Old Swedes hold their first Swedish summer festival – Town Square Delaware LIVE
Old Swedes Historic site, a quiet corner of First State National Historical Parkwill this month hold its first summer festival, complete with a Swedish meatball competition.
The organizers hope that the midsummer festival, which takes place on June 25 on Wilmington’s east side, will be an annual event and highlight old Swedes.
Leoné L. Cahill-Krout, who became CEO of Old Swedes last year, said she got the idea for a festival after realizing how many ethnic festivals there are already.
“You look around and you have the Polish festival, the Greek festival, the Italian festival,” she said. “There is a very strong Swedish heritage here as well.”
She plans to honor the birthright with a Midsummer festival – popular in Sweden – by including folk music performances, food trucks, a beer garden, cornhole and flower crowns.
The festival will also include Eastside neighborhood groups, such as the Xperience Drum Corps from nearby The river of love Christian Center, and attractions from other small museums.
It will show off sheep from Greenbank Mill and Mary Torbey, a curator at Newark History Museumwho will dress up as a revolutionary soldier and play fife.
The Old Church of Sweden is built of local blue granite and the bricks that were the ballast for Kalmar Nyckel when it sailed to the colonies. Cahill-Krout had been a lawyer and owned a real estate company before deciding to return to school under museum management. Prior to that, she was on the boards and volunteered at the Rockwood Museum, Military Museum, Newark History Museum and Wilmington & Western Railroad.
“So many of us provincial museums have to constantly compete with the more recognizable and better funded mansions of du Pont,” said Cahill-Krout.
She hopes inviting them to participate in some way with the festival will help elevate their profiles as well.
In her case, she also has to contend with the nearby Kalmar Key Foundation’s tallship and its splashing Copeland Maritime Center.
“It’s pretty amazing,” she stressed. “So all the exposure that we can get, that helps tell our story and helps elevate our program is just so appreciated.”
An important part of the festival is the Swedish meatball competition.

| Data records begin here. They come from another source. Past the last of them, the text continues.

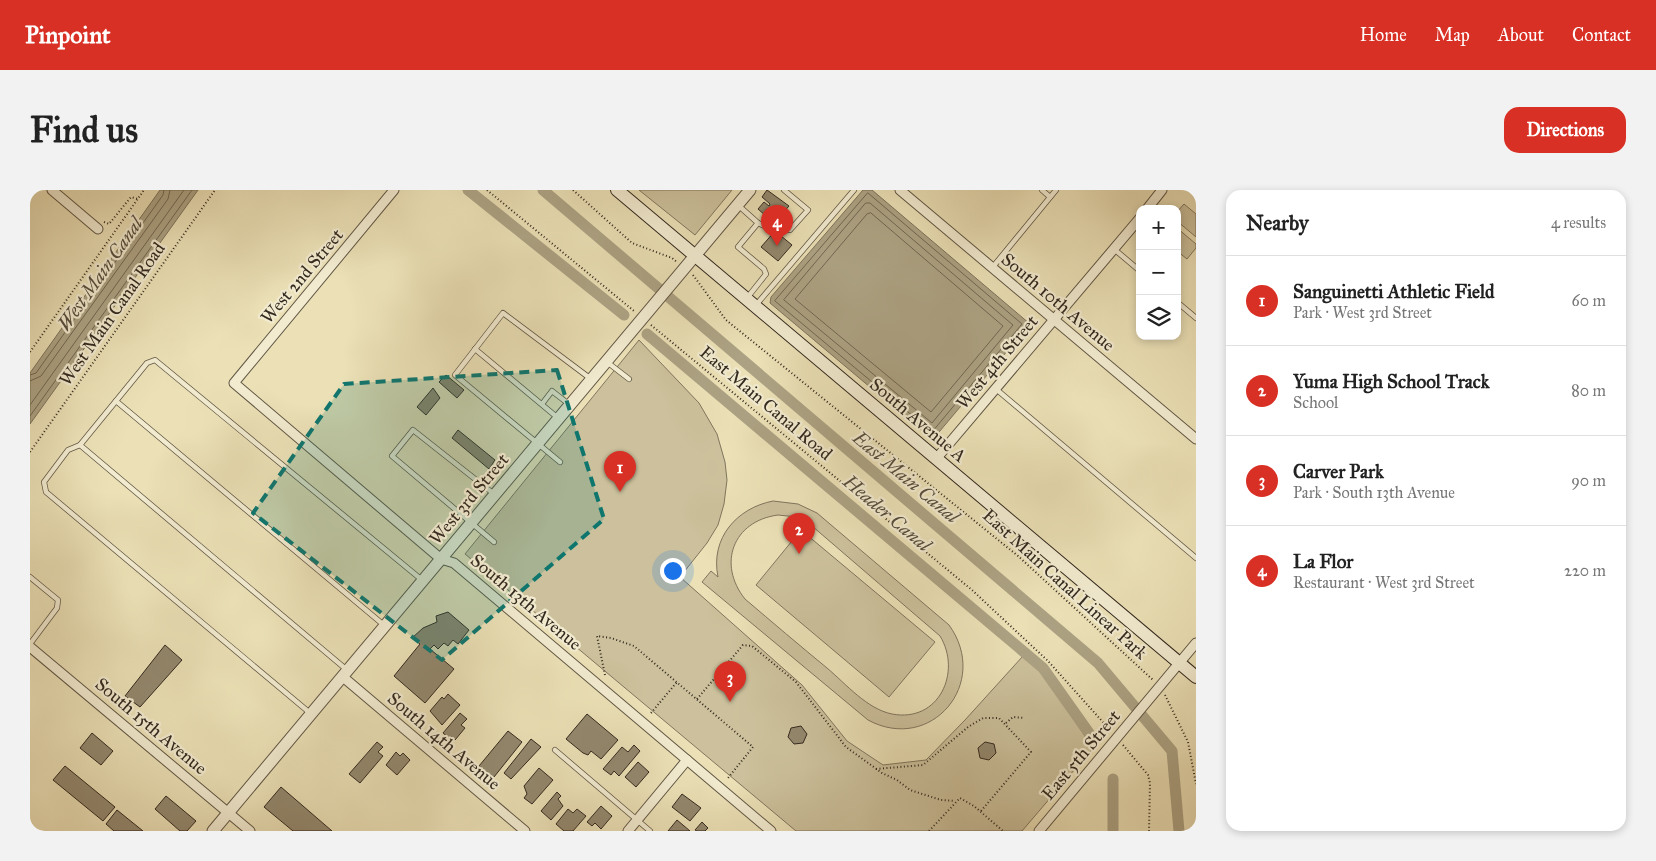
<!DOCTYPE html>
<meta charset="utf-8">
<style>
:root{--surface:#fff;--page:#f2f2f2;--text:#222;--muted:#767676;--line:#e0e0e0;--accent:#d93025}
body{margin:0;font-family:"IM FELL Great Primer",serif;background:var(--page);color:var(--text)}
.controls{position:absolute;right:15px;top:15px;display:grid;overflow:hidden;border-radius:10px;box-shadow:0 2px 8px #0003}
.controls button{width:45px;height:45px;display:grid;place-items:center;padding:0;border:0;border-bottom:1px solid var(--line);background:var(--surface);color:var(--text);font:25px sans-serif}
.you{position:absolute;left:642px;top:380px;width:18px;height:18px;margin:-12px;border:4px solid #fff;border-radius:50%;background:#1a73e8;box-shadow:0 0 0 8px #1a73e833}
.badge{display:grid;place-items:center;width:32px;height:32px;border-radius:50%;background:var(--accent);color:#fff;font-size:16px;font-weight:700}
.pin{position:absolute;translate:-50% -41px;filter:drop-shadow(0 1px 2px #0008)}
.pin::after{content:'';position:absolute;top:26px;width:18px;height:15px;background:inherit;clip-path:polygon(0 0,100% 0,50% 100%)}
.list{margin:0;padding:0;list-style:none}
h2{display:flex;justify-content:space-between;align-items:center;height:65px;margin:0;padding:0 20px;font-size:21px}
h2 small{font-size:16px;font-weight:400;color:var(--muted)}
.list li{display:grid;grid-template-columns:32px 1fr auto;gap:15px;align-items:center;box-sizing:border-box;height:90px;padding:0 20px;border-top:1px solid var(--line)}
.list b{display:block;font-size:19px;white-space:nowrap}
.list p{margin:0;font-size:16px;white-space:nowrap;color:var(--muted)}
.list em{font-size:16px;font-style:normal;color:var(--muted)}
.icon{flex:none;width:28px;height:28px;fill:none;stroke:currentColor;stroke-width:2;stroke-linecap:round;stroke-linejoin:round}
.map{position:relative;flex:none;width:1166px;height:641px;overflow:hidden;border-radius:15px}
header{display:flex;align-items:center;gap:30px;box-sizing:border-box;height:70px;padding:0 25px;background:var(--accent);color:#fff}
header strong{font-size:24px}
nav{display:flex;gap:28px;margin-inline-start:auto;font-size:18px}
.intro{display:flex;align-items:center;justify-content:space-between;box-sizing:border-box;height:120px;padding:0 30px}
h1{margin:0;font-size:35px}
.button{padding:12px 22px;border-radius:15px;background:var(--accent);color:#fff;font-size:18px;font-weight:700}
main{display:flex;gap:30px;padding:0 30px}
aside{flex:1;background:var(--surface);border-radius:15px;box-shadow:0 2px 8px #0003}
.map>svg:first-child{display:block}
</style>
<header>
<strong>Pinpoint</strong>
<nav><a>Home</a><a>Map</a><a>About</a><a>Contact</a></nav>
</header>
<div class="intro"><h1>Find us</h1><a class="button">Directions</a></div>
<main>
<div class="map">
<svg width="1166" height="641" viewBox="0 0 1166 641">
<rect width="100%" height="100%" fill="#ebe0b6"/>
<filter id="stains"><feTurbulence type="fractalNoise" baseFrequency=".004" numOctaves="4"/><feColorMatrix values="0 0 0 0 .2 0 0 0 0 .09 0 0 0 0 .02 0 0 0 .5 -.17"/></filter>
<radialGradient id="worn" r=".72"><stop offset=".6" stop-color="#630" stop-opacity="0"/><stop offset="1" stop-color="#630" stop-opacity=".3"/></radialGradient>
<!-- green -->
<g fill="#ccc19c" stroke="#80755e" fill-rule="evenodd">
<path d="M609,0H702L665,45Z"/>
<path d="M1154,14L1166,24V47L1147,31V22Z"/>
<path d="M1147,38L1166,54V58L1157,69L1147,61Z"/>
<path d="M609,150L669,213L687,244L695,272L697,290L694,314L688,335L677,353L650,387L772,495L817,551L853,575L896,570L935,530L993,466L1012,482L1063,558L992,641H766L435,364Z"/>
<path d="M743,311L768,314L787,323L919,435C961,493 901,564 838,530L672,392L681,381L688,387C680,348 707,318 743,311ZM748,325L767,327L782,336L910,446C932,482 909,533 862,524C837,519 816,494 797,478C769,455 742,432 715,409C687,374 703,331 748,325Z"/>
<path d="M771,340L905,452L859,507L726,395Z"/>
</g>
<!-- water -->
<g fill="#aca283" stroke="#7c725b">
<path d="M130,0H168L0,234V183Z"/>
<path d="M833,0H842L1000,134L904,248L897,245L740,113L741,107Z"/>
</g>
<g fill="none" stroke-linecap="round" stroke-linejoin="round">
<!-- shore -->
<g stroke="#706651" stroke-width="1">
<path d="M838,3L992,134L902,242L745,111Z"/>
<path d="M836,13H840L983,135L902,233L754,110Z"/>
<path d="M841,23L973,136L901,222L765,109L837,24Z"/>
<path d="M0,185L6,183L133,5L134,0"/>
<path d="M0,191L11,186L138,9L140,0"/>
<path d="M0,215L154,0"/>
<path d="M0,226L162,0"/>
</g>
<!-- canal -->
<g stroke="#aca283" stroke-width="11">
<path d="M438,0L594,125"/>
<path d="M513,0L1068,473L1142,561L1149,641"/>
<path d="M617,144L1013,478L1059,543"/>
<path d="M1083,589V641"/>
</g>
</g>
<!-- building -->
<g fill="#93886e" stroke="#33291f">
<path d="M737,0L759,16L752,24L750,22L747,25L749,27L744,33L728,19L734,12L739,16L740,14L732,7Z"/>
<path d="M745,41L762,55L748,71L731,57Z"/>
<path d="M416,185L434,200L427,208L409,192Z"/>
<path d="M403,198L410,208L396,225L387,217Z"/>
<path d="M428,240L465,270L459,279L422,248Z"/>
<path d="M418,422L439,440L428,454L423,450L418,456L414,453L408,459L404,455L400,459L424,479L395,513L364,486L390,454L382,448L393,438L407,432L406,426Z"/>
<path d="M135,455L152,470L110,517L95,506Z"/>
<path d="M418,504L430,515L412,535L400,521L412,507L414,509Z"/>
<path d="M430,523L437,529L431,535L435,538L425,550L421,546L419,548L413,543Z"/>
<path d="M557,524L588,550L571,569L561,561L558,565L553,563L536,549Z"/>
<path d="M771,536L777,544L773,553L764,554L758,547L761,538Z"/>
<path d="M478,541L492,552L464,587L449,576Z"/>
<path d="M62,543L83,561L71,575L50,558Z"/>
<path d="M501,549L511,557L481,589L474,583Z"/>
<path d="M347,552L353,557L348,562L353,566L330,593L319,584Z"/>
<path d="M955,552L964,554L966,563L959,570L950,568L948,558Z"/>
<path d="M604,555L610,561L589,586L584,581L581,585L573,579L592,557L598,562Z"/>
<path d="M366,562L370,566L373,563L380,570L367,585L356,575Z"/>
<path d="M608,572L619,582L606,597L595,587Z"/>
<path d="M35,576L85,617L73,631L23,590Z"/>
<path d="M509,578L523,590L502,614L494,608L497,604L494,596Z"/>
<path d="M251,597L302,641H263L234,617Z"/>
<path d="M527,602L531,606L528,609L533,616L521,630L511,621Z"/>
<path d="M652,604L671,618L660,631L642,617Z"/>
<path d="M136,606L166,631L157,641H150L125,619Z"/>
<path d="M571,616L582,626L571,639L565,633L562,636L557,632Z"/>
<path d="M538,619L543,623L547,619L556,626L543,641H534L526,634Z"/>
<path d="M87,620L113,641H84L76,634Z"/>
<path d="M647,630L660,641H638Z"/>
<path d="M672,632L678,638L675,641H667L665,640Z"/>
</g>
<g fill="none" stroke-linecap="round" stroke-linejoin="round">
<defs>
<g id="service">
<path d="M1012,0L1020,7"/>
<path d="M709,16L728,33L708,57L734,79L736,84L717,108"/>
<path d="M728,33L739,38L760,40L778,20L754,0"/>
<path d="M1084,59L1110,81"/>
<path d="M962,78L1026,0"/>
<path d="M1147,112L1166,128"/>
<path d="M726,115L824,0"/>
<path d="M445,159L528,228"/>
<path d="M577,172L599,189"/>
<path d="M966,199L1166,368"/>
<path d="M86,211L355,436"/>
<path d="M512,214L522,201L540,215"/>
<path d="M50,255L317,480"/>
<path d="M530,272L425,185L473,123L561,189"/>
<path d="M464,352L362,266L383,240L464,304"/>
<path d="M0,387L28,410L27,418L0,454"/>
<path d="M280,523L16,302L14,292L38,260L50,255L117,173L125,170L392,390"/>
<path d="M525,560L620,641"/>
</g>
<g id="minor">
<path d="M22,0L68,39"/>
<path d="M364,0L204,193L411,369L424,373L741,641"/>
<path d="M870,0L1166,249"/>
<path d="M1117,19L1132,0"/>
<path d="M906,269L1110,28"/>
<path d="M0,457L220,641"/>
<path d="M313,487L495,641"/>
<path d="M598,641L657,570"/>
<path d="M1009,641L1166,453"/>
</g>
<path id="tertiary" d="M183,641L720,0"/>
<path id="secondary" d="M587,0L1166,487"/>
</defs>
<!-- service casing -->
<use href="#service" stroke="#615745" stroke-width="6"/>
<!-- minor casing -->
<use href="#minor" stroke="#615745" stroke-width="11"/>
<!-- tertiary casing -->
<use href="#tertiary" stroke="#615745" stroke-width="13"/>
<!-- secondary casing -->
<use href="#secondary" stroke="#33291f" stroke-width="14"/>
<!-- path -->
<g stroke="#33291f" stroke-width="2" stroke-dasharray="1 2.5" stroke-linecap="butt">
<path d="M457,0L604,121"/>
<path d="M543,0L602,53L642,68L647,72"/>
<path d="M74,32L79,34L101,7L108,9"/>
<path d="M663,85L696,130L988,366L1123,490"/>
<path d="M621,135L942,400L1018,471L1080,540"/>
<path d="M0,162L114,0"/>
<path d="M0,262L185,0"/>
<path d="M575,485L567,446L581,448L604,456L723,557L698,588"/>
<path d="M1135,505L1158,552L1166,594"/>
<path d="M667,509L713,455L722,456L766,492L816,557L852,583L867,590L880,600L911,610L925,611"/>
<path d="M621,523L647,492"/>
<path d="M976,533L983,527L994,528"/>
<path d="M1093,555L1118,585L1120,593L1119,641"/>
<path d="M846,579L893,575L938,537L953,528H969L1001,562L951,621"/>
<path d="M899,641L930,608L944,616L973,641"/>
</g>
<!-- service -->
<use href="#service" stroke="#f2ebd0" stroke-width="4.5"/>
<!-- minor -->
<use href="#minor" stroke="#f2ebd0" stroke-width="9"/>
<!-- tertiary -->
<use href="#tertiary" stroke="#f2ebd0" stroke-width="11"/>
<!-- secondary -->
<use href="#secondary" stroke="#f2ebd0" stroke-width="12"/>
</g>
<!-- marked area -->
<path fill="#0f766e" fill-opacity="0.2" stroke="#0f766e" stroke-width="4" stroke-dasharray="10 6" stroke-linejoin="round" d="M527,180L574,329L412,470L223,323L314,194Z"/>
<g text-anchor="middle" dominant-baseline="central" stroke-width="4.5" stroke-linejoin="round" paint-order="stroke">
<!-- street labels -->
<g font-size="18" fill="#33291f" stroke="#f2ebd0">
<text transform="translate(272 86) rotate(-50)">West 2nd Street</text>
<text transform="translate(1028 112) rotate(40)">South 10th Avenue</text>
<text transform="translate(82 124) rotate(-55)">West Main Canal Road</text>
<text transform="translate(967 172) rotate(-50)">West 4th Street</text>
<text transform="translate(736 213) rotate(40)">East Main Canal Road</text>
<text transform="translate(888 230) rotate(40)">South Avenue A</text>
<text transform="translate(439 309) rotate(-50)">West 3rd Street</text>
<text transform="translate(1035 394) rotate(42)">East Main Canal Linear Park</text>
<text transform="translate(496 412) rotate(40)">South 13th Avenue</text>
<text transform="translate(121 536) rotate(40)">South 15th Avenue</text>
<text transform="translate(414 551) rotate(40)">South 14th Avenue</text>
<text transform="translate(1051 565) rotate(-50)">East 5th Street</text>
</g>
<!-- water labels -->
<g font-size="19" font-style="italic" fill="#574d3d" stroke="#f2ebd0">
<text transform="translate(70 84) rotate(-55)">West Main Canal</text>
<text transform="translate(876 287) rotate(40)">East Main Canal</text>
<text transform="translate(857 323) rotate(40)">Header Canal</text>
</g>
</g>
<rect width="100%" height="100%" filter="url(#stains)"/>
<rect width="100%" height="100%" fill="url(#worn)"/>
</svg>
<div class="controls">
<button>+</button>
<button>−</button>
<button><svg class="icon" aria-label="layers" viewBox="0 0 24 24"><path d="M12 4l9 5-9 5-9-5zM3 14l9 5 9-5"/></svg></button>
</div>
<div class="you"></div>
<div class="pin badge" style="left:590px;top:302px">1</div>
<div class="pin badge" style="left:769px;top:364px">2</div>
<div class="pin badge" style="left:700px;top:512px">3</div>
<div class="pin badge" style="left:747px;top:56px">4</div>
</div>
<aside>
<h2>Nearby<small>4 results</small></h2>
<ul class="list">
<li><span class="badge">1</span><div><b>Sanguinetti Athletic Field</b><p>Park · West 3rd Street</p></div><em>60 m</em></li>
<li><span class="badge">2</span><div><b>Yuma High School Track</b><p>School</p></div><em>80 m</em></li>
<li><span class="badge">3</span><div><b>Carver Park</b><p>Park · South 13th Avenue</p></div><em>90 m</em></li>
<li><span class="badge">4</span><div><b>La Flor</b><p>Restaurant · West 3rd Street</p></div><em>220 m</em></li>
</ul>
</aside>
</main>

Among the groups that will compete at 14 there are Jerry Deens (the only seated restaurant on the eastern peninsula, she says) Pizza by Elizabeths, Ole Tapas, BBC Tavern, Maiale Sausage and Go Vegan Philly.
Cahill-Krout said that the organizers tried to get hold of the Swedish furniture store IKEA in Philly to also participate, but it could not be resolved.
Old Swedes is the nickname for Holy Trinity Church, the center of the property on East 7th and Church Street in Wilmington. It is believed to be the oldest church in the country still used for worship services.
It was built with local blue granite and the Swedish brick which was the original ballast Kalmar Key. That ship, built by the Dutch and sold to Sweden, sailed from the old country with pimples on the oars.
They landed in 1638 on the cliffs at nearby Fort Christina.
The church was inaugurated on June 4, 1699 and was visited by many who had been part of the colony of New Sweden, which stretched from Delaware to Pennsylvania. The colony was captured by the Dutch in 1655.
A cornhole game at the festival will include a painting painted with a Swedish flag and another painted with the Finnish flag, said Cahill-Krout.
Admission to the festival is free. Food, beverages and handicrafts will be for sale and four vendors will display and sell their wares.
They include honey supplier Iris & Callistos apiarywhich has hives in the eastern part of the city, as well as a jewelry artist, resin artist and soap maker.
The festival activities will be spread over the property.
Cahill-Krout wanted to use the carriage house, where women would have been dropped off for services, but old Swedes could not get permission for that.
Instead, beer and wine will be served from the community building, where the meatball competition also takes place.
Xperience will perform in the maze and other performances around the site.
Cahill-Krout believes that the Old Swedes’ historic site has a lot of potential that has not been exploited.
“Its origin was to be an important gathering place for this urban community that surrounds it,” she said, “and I think it could still do that.”
Betsy Price is a Wilmington freelance writer with 40 years of experience, including 15 at The News Journal in Delaware.